CONTENTS
- Brain abscess
- Related intracranial infections
- Podcast
- Questions & discussion
- Pitfalls
evolution of an abscess
- An abscess begins as a localized area of cerebritis. Over about two weeks, this subsequently evolves into an abscess (a purulent collection surrounded by a well-vascularized capsule).
anatomic distribution
- Contiguous sources of infection usually cause a solitary abscess.
- Frontal lobe abscess may result from frontal sinusitis or a dental source.
- Temporal lobe abscess may result from otitis, mastoiditis, or sphenoid sinusitis.
- Hematogenous infection may cause multiple abscesses, often within or at the grey-white junction.
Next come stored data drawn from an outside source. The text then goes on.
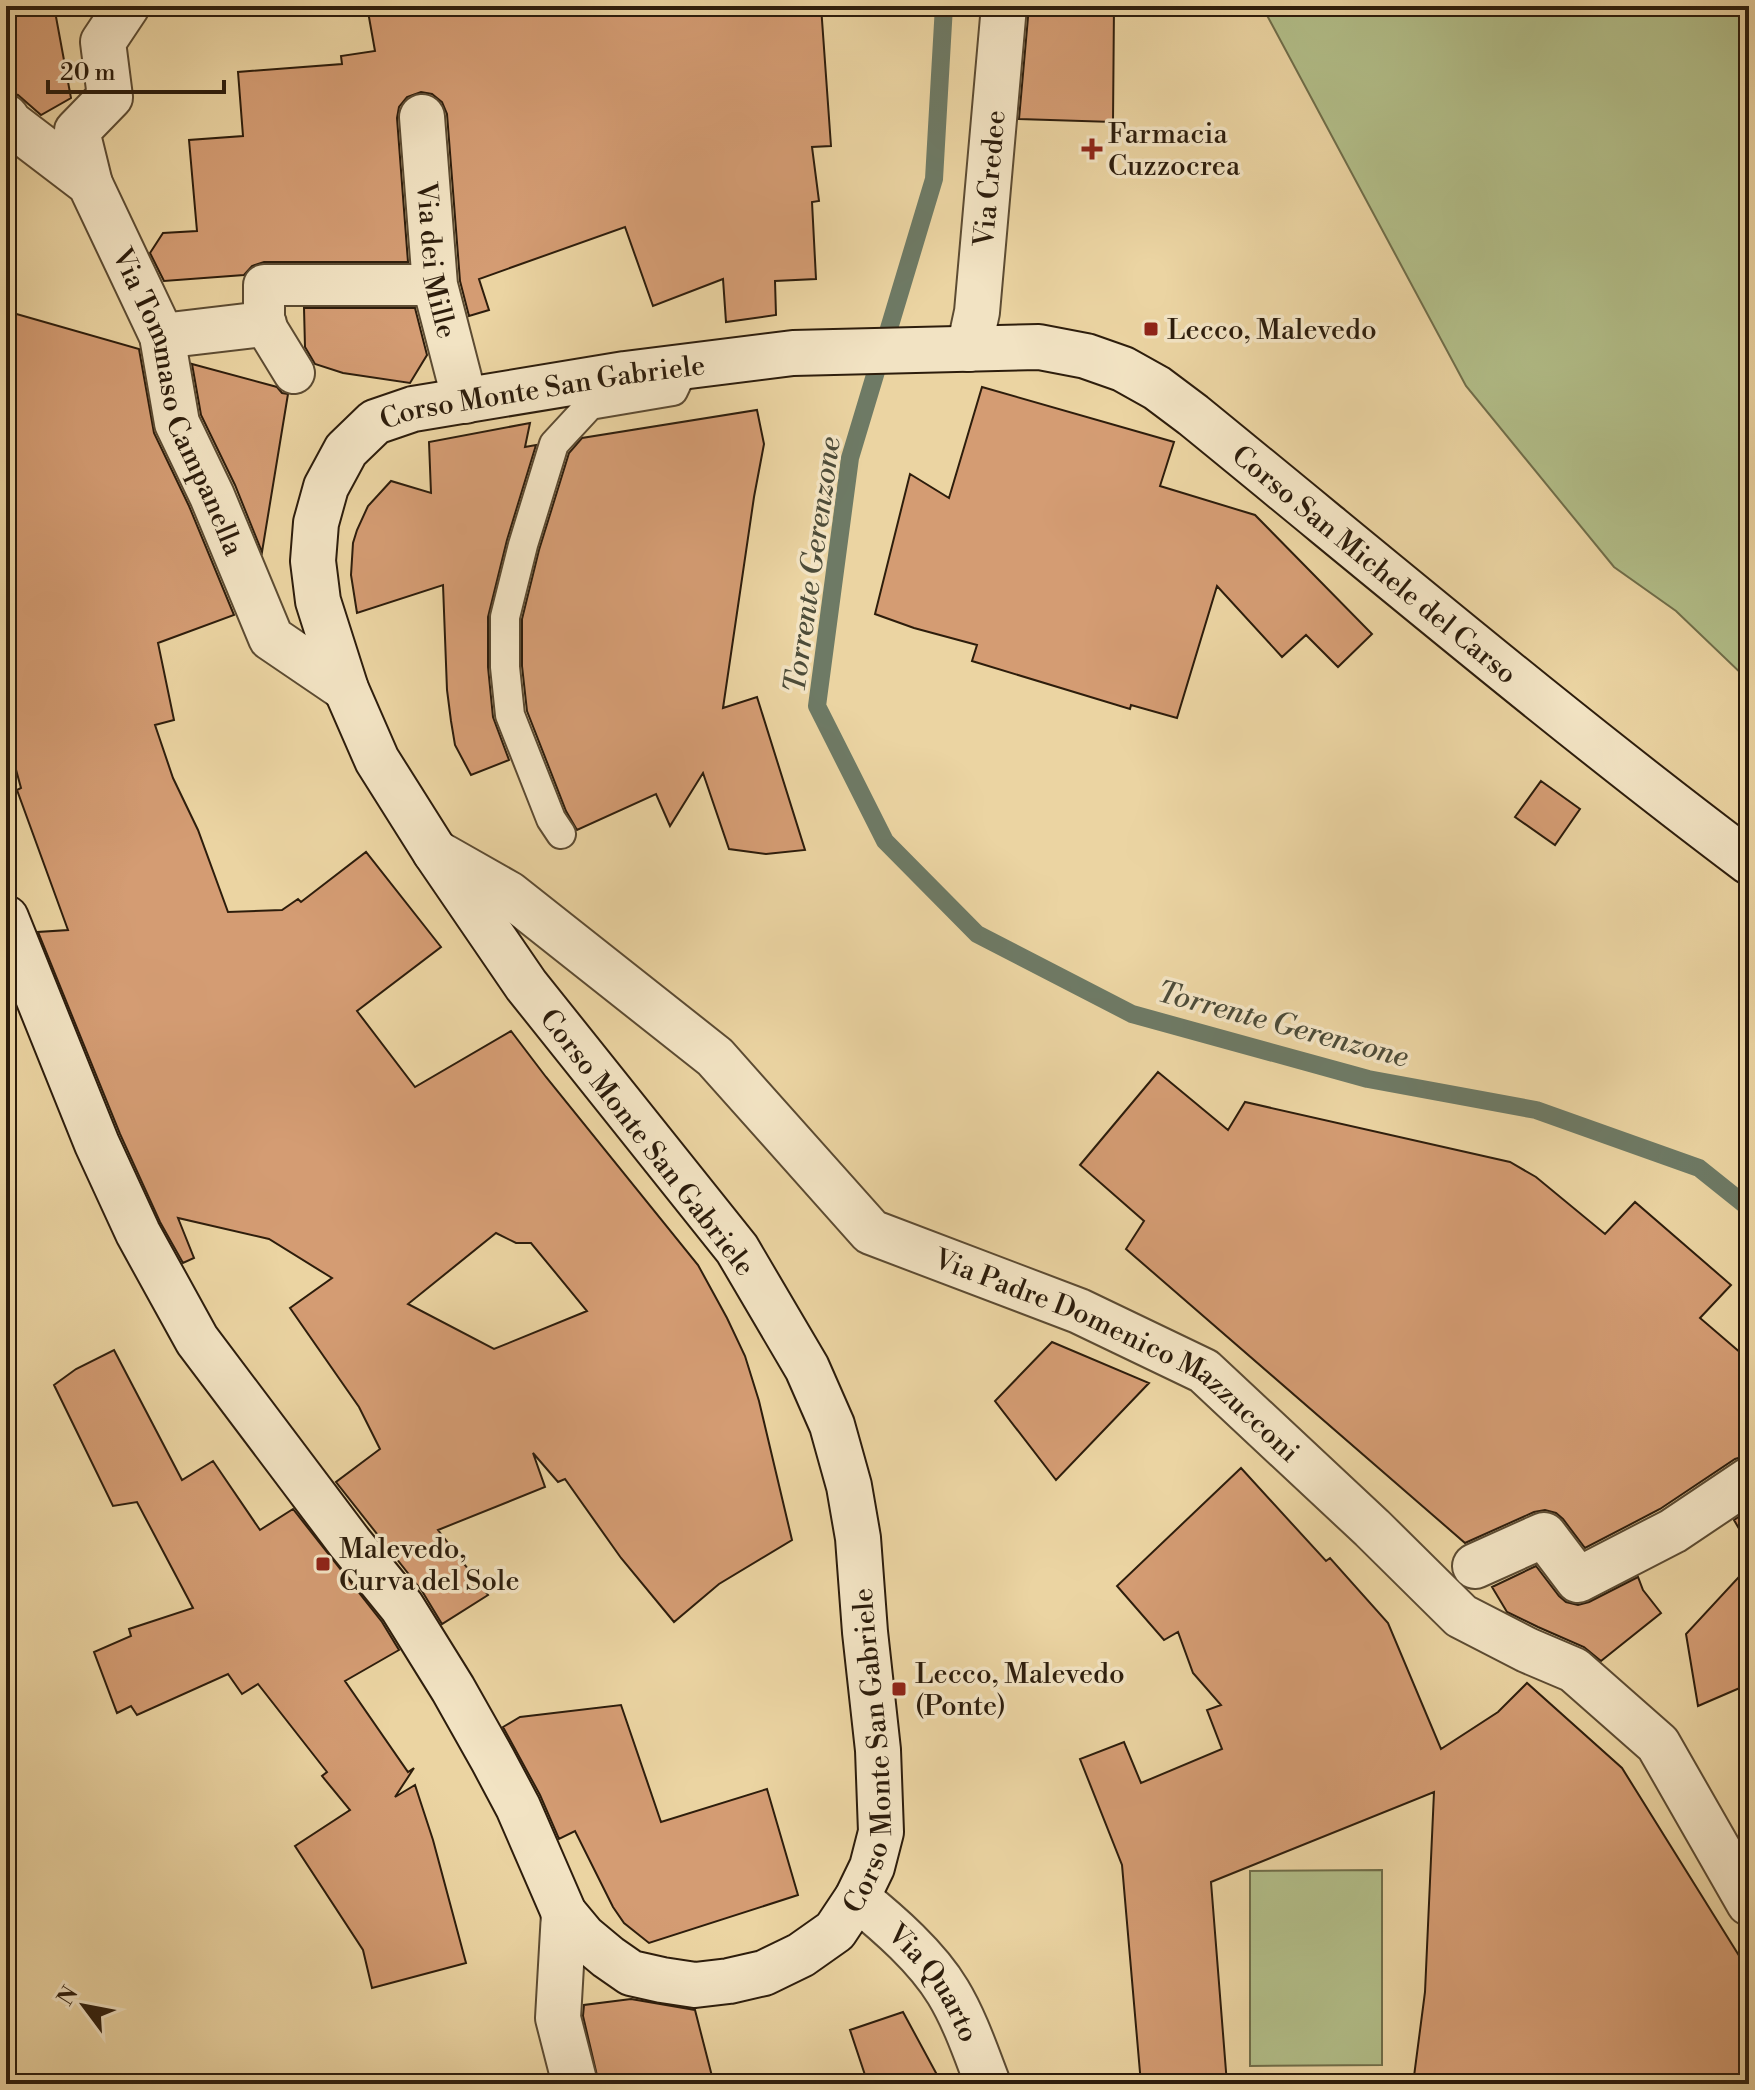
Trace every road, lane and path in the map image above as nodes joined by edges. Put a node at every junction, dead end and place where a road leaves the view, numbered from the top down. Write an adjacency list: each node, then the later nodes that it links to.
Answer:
1 (127, 6): 5 (main road)
2 (1004, 6): 9 (main road, Via Credee)
3 (6, 117): 5 (main road, Via Tommaso Campanella)
4 (422, 117): 6 (main road, Via dei Mille)
5 (90, 184): 8 (main road, Via Tommaso Campanella)
6 (435, 285): 7 (street); 13 (main road, Via dei Mille)
7 (264, 324): 8 (main road); 12 (street)
8 (162, 336): 14 (main road, Via Tommaso Campanella)
9 (969, 349): 10 (main road, Corso San Michele del Carso); 17 (main road, Corso San Michele del Carso)
10 (793, 353): 11 (main road, Corso Monte San Gabriele)
11 (684, 368): 13 (main road, Corso Monte San Gabriele); 15 (lane)
12 (294, 373)
13 (465, 401): 14 (main road, Corso Monte San Gabriele)
14 (346, 689): 16 (main road, Corso Monte San Gabriele)
15 (561, 834)
16 (435, 852): 21 (main road, Corso Monte San Gabriele); 22 (main road, Via Padre Domenico Mazzucconi)
17 (1749, 862)
18 (6, 918): 23 (main road, Corso Monte San Gabriele)
19 (1749, 1480): 20 (main road)
20 (1475, 1566)
21 (857, 1898): 23 (main road, Corso Monte San Gabriele); 25 (main road, Via Quarto)
22 (1749, 1903)
23 (564, 1913): 24 (main road)
24 (575, 2084)
25 (988, 2084)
Typical locations are within the distribution of the middle cerebral arteries (MCA) or the watershed zones between vascular territories.(30273242)
sources of infection
- Direct inoculation:
- Penetrating trauma.
- Neurosurgery.
- Contiguous spread of bacteria:
- Otitis media, mastoiditis.
- Paranasal sinusitis.
- Meningitis spreads into the brain parenchyma in 0.5% of cases.(31447060)
- Hematogenous spread of bacteria:
- Dental infection.
- Pulmonary infection (bronchiectasis, lung abscess, empyema).
- Endocarditis, IV drug use.
- Gastroenterological source (e.g., diverticulitis, malignancy, perforation).
- Right-to-left shunt (e.g., intracardiac shunt or particularly pulmonary arteriovenous malformation) – increases the likelihood of brain abscess due to various sources (e.g., skin infection).
abscess in severe immunocompromise
- Immunocompromise increases the risk of abscess due to opportunistic pathogens (e.g., Aspergillus, Mucor, Nocardia, Candida, Cryptococcus, Listeria).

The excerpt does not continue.